It appears that Apple between 1986 and 1989 had a project so secret that I only hear about it now. The description of the architecture sounds very familiar :
Scorpius is a tightly-coupled multiprocessor CPU with efficient support for fine-grained parallelism; the architecture was developed to take advantage of the inter-connectivity of single-chip VLSI implementations. Scorpius is intended to be the processing element of a high-performance personal computer system constructed with a minimal number of components. A Scorpius CPU comprises four independent processing units (IPUs) which share access to separate instruction and data caches, a Memory Management Unit, and a Memory/Bus Interface.
IPUs have a small register-oriented instruction set in which all data access to memory Is done by register load and store instructions. (Register and word size is 32 bits.) Each PU has 16 general-purpose registers — a total of 64 for the CPU — and 7 local registers. Local registers include product, remainder, prefix, and various state saving registers. In addition, the four PUs share 8 global registers. Including interrupt, event counter, and global status registers.

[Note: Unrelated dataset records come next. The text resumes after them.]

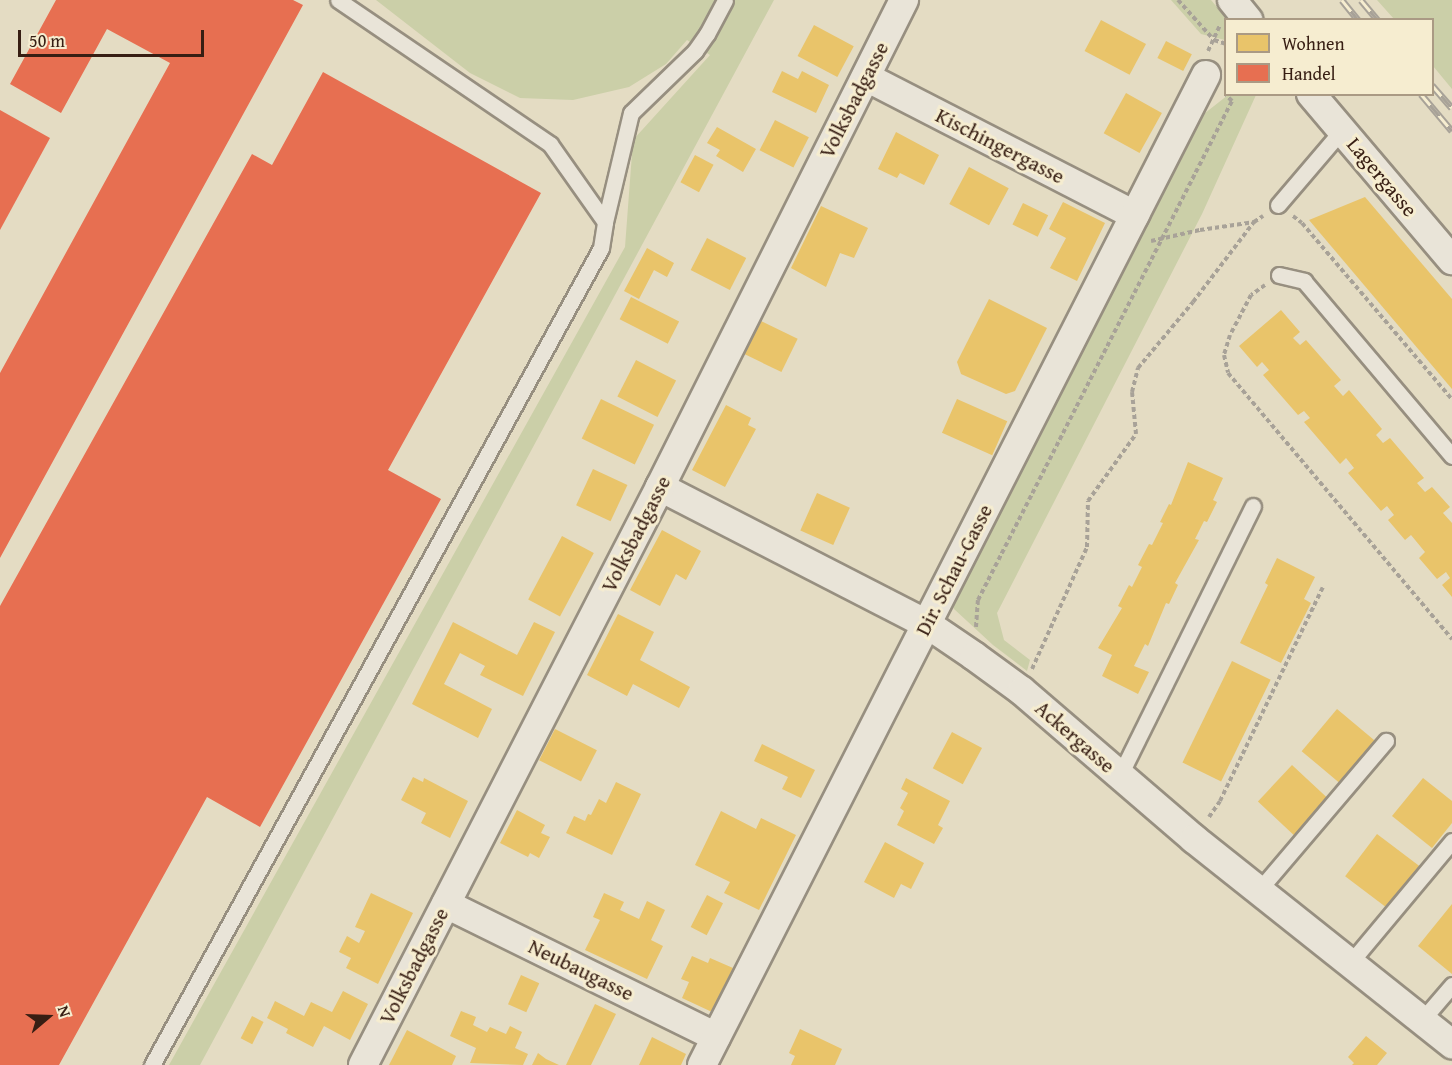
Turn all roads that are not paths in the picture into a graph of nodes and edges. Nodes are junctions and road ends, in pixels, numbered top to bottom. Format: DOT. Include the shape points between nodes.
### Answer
graph roads {
  1 [pos="338,0"];
  2 [pos="725,0"];
  3 [pos="904,0"];
  4 [pos="1232,0"];
  5 [pos="1246,18"];
  6 [pos="866,77"];
  7 [pos="1216,85"];
  8 [pos="1313,96"];
  9 [pos="1342,130"];
  10 [pos="1278,206"];
  11 [pos="1135,215"];
  12 [pos="605,222"];
  13 [pos="1452,260"];
  14 [pos="1279,275"];
  15 [pos="1452,456"];
  16 [pos="660,488"];
  17 [pos="1253,506"];
  18 [pos="927,624"];
  19 [pos="1386,741"];
  20 [pos="1120,775"];
  21 [pos="1452,841"];
  22 [pos="1259,890"];
  23 [pos="447,904"];
  24 [pos="1350,963"];
  25 [pos="1452,984"];
  26 [pos="1422,1020"];
  27 [pos="716,1037"];
  28 [pos="1452,1044"];
  29 [pos="152,1065"];
  30 [pos="363,1065"];
  31 [pos="702,1065"];
  1 -- 12 [label="lane" via="550,144"];
  2 -- 12 [label="lane" via="694,51 631,113"];
  3 -- 6 [label="street, Volksbadgasse"];
  4 -- 5 [label="street"];
  6 -- 11 [label="street, Kischingergasse"];
  6 -- 16 [label="street, Volksbadgasse"];
  7 -- 11 [label="street, Dir. Schau-Gasse"];
  8 -- 9 [label="street, Lagergasse"];
  9 -- 10 [label="lane"];
  9 -- 13 [label="street, Lagergasse"];
  11 -- 18 [label="street, Dir. Schau-Gasse"];
  12 -- 29 [label="lane" via="601,248"];
  14 -- 15 [label="lane" via="1304,281"];
  16 -- 18 [label="street, Ackergasse"];
  16 -- 23 [label="street, Volksbadgasse"];
  17 -- 20 [label="lane"];
  18 -- 20 [label="street, Ackergasse" via="1022,691"];
  18 -- 27 [label="street, Dir. Schau-Gasse"];
  19 -- 22 [label="lane"];
  20 -- 22 [label="street, Ackergasse"];
  21 -- 24 [label="lane"];
  22 -- 24 [label="street, Ackergasse"];
  23 -- 27 [label="street, Neubaugasse"];
  23 -- 30 [label="street, Volksbadgasse"];
  24 -- 26 [label="street, Ackergasse"];
  25 -- 26 [label="lane"];
  26 -- 28 [label="street, Ackergasse"];
  27 -- 31 [label="street, Dir. Schau-Gasse"];
}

SIMD (Single Instruction stream, Multiple Data streams). This mode corresponds to the usual View of parallel processing: each PU executes the same operation on different data streams.
I thought FC1 was original, hahaha.
OTOH it's interesting to see some sort of architectural convergence.
The Scorpius never delivered, due to complexity and compiler issues.
In the end, I know well that memory latency is what kills general-purpose performance and OOO of some kind becomes necessary. It's interesting though to see how close one can get to OOO-like performance without all the implied overhead.